Весь вечер, ночью занимаясь - только о "Чапаеве", только о нем и думаю. Сегодня отнесу еще "Посвящение", а потом спросить хочу Лепешинского, не даст ли он свое предисловие? Мнения он о книжке отличного: пусть даст! Кашу маслом не испортишь! А может, и не скажу ему ничего, еще сам того не знаю... Пойду...
20 ф е в р а л я
"ЧАПАЕВ"
Вчера были на авторской корректуре три листа (2, 3, 4-й). Тщательнейше страдал над ними - часа по два над каждым. А то и больше. Так никогда не страдаю, когда "ВМиР"* хотя бы на свет произвожу, а там ведь я - выпускающий. Тут по-иному чувствую себя: свое... родное... "Чапаев" тут...

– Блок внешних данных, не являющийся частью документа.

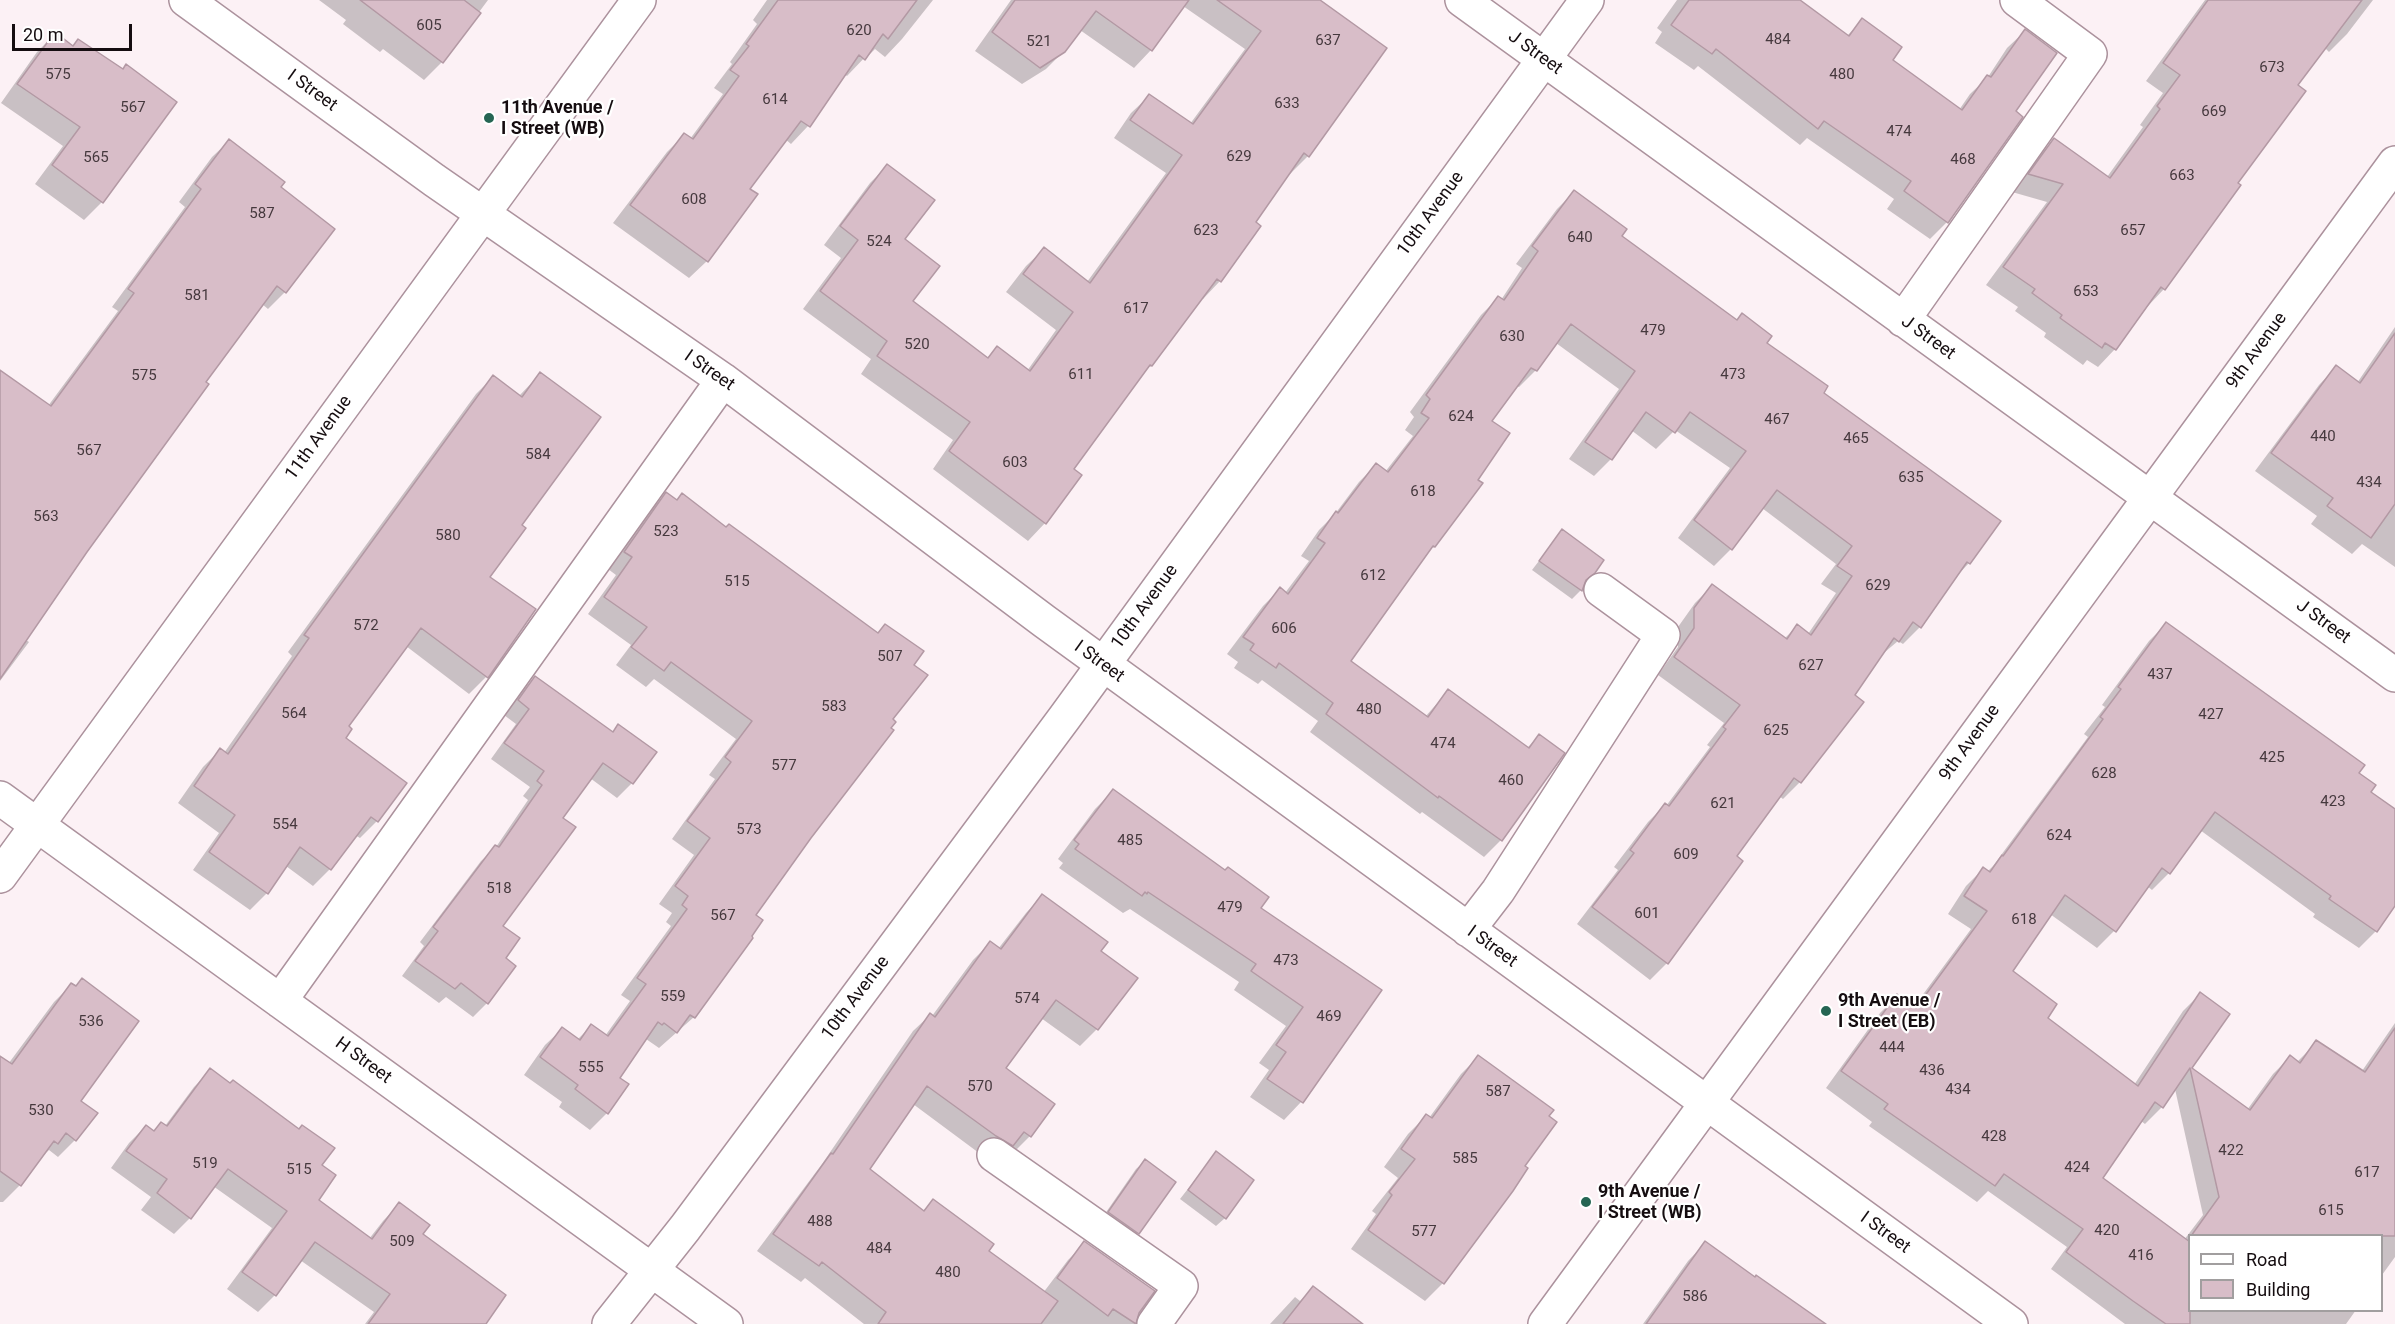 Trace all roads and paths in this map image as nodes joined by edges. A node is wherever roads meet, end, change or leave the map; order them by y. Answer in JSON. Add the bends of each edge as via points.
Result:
{"nodes":[{"id":1,"x":186,"y":0,"type":"edge"},
{"id":2,"x":639,"y":0,"type":"edge"},
{"id":3,"x":1462,"y":0,"type":"edge"},
{"id":4,"x":1587,"y":0,"type":"edge"},
{"id":5,"x":2017,"y":0,"type":"edge"},
{"id":6,"x":1544,"y":59,"type":"junction"},
{"id":7,"x":2395,"y":163,"type":"edge"},
{"id":8,"x":483,"y":213,"type":"junction"},
{"id":9,"x":1903,"y":320,"type":"junction"},
{"id":10,"x":723,"y":380,"type":"junction"},
{"id":11,"x":2149,"y":496,"type":"junction"},
{"id":12,"x":1601,"y":590,"type":"dead end"},
{"id":13,"x":1103,"y":664,"type":"junction"},
{"id":14,"x":2395,"y":675,"type":"edge"},
{"id":15,"x":0,"y":798,"type":"edge"},
{"id":16,"x":38,"y":825,"type":"junction"},
{"id":17,"x":0,"y":876,"type":"edge"},
{"id":18,"x":1468,"y":930,"type":"junction"},
{"id":19,"x":280,"y":1001,"type":"junction"},
{"id":20,"x":1707,"y":1102,"type":"junction"},
{"id":21,"x":994,"y":1155,"type":"dead end"},
{"id":22,"x":652,"y":1270,"type":"junction"},
{"id":23,"x":609,"y":1324,"type":"edge"},
{"id":24,"x":726,"y":1324,"type":"edge"},
{"id":25,"x":1154,"y":1324,"type":"edge"},
{"id":26,"x":1545,"y":1324,"type":"edge"},
{"id":27,"x":2011,"y":1324,"type":"edge"}],
"edges":[{"from":1,"to":8,"type":"street","name":"I Street"},
{"from":2,"to":8,"type":"street","name":"11th Avenue"},
{"from":3,"to":6,"type":"street","name":"J Street"},
{"from":4,"to":6,"type":"street","name":"10th Avenue"},
{"from":5,"to":9,"type":"street","via":[[2090,54]]},
{"from":6,"to":9,"type":"street","name":"J Street"},
{"from":6,"to":13,"type":"street","name":"10th Avenue"},
{"from":7,"to":11,"type":"street","name":"9th Avenue"},
{"from":8,"to":10,"type":"street","name":"I Street"},
{"from":8,"to":16,"type":"street","name":"11th Avenue"},
{"from":9,"to":11,"type":"street","name":"J Street"},
{"from":10,"to":13,"type":"street","name":"I Street"},
{"from":10,"to":19,"type":"street"},
{"from":11,"to":14,"type":"street","name":"J Street"},
{"from":11,"to":20,"type":"street","name":"9th Avenue"},
{"from":12,"to":18,"type":"street","via":[[1663,635],[1498,891]]},
{"from":13,"to":18,"type":"street","name":"I Street"},
{"from":13,"to":22,"type":"street","name":"10th Avenue"},
{"from":15,"to":16,"type":"street","name":"H Street"},
{"from":16,"to":17,"type":"street","name":"11th Avenue"},
{"from":16,"to":19,"type":"street","name":"H Street"},
{"from":18,"to":20,"type":"street","name":"I Street"},
{"from":19,"to":22,"type":"street","name":"H Street"},
{"from":20,"to":26,"type":"street","name":"9th Avenue"},
{"from":20,"to":27,"type":"street","name":"I Street"},
{"from":21,"to":25,"type":"street","via":[[1182,1286]]},
{"from":22,"to":23,"type":"street","name":"10th Avenue"},
{"from":22,"to":24,"type":"street","name":"H Street"}]}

Своя рубаха к телу ближе. Свое дитя - дороже. Вот они, непроизвольные доказательства наших инстинктов! Многое от старого, так многое, что буквально на каждом шагу!
3 м а р т а
"ЧАПАЕВ" И СЧАСТЬЕ
В течение недель двух, когда уже все определилось, когда книга принята, набирается, печатается, когда уверен, что она пойдет, безусловно пойдет, ничто ее не задержит, оплачена на 80%, - вся нервность пропала, острота переживаний миновала. Иду по бульвару и размышляю:
"Жизнь... Что такое жизнь? Это сумма всяческих моментов, отличных, счастливых и гнусных, отвратительно мрачных. Жизнь - неустанные поиски счастья. Каждый ищет его, каждый ищет по-своему и в разном видит его, узнаёт, чувствует. Но спроси человека: где твое счастье? Он ответа тебе не даст. Когда ты это счастье знал? Конкретно, определенно, назови мне момент и факты, которые считаешь выявлением счастья? На это тебе человек никогда ничего не ответит, ибо он знать своего счастья не умеет (пока что), а только умеет ждать его, искать, надеяться на него... Мало. Но большего не умеет. Так вот, идучи бульваром, думал: где счастье? К примеру, скажем, написал вот книгу, "Чапаева" написал. Всю жизнь мою только и мечтал о том, чтобы стать настоящим писателем, одну за другой выпускать свои книги. Это - мечта всей жизни. Так неужели нельзя счастьем назвать то время, когда выходит первая большая книга? Ведь, кажется, надо бы в бешенство от счастья и удовлетворенья приходить! Надо бы сказать себе определенно: вот оно, счастье! Я его ждал, искал, добивался - и вот оно со мною, у меня, я им обладаю: чего ж еще?" Так размышлял, идучи Пречистенским бульваром. Было время, плыли часы предвечерних сумерек. Тихо, широкими мягкими хлопьями падал, порхая меж дерев, предвесенний прощальный снег... Скоро весна. Скоро тепло, ручьи, птицы, переполненное сердце. Но теперь кругом все еще белые, теплые пуховики оробевшего снега. Он затаился, как заяц от опасности, он знает, что скоро его не будет, и мохнатую рыхлую голову вобрал в оголенные плечи, задышал слабосильными, неядреными ветрами, стал беспомощен и тих, пародией на бураны, только яснее обнаружил, как слаб, беспомощен, обречен на близкую погибель...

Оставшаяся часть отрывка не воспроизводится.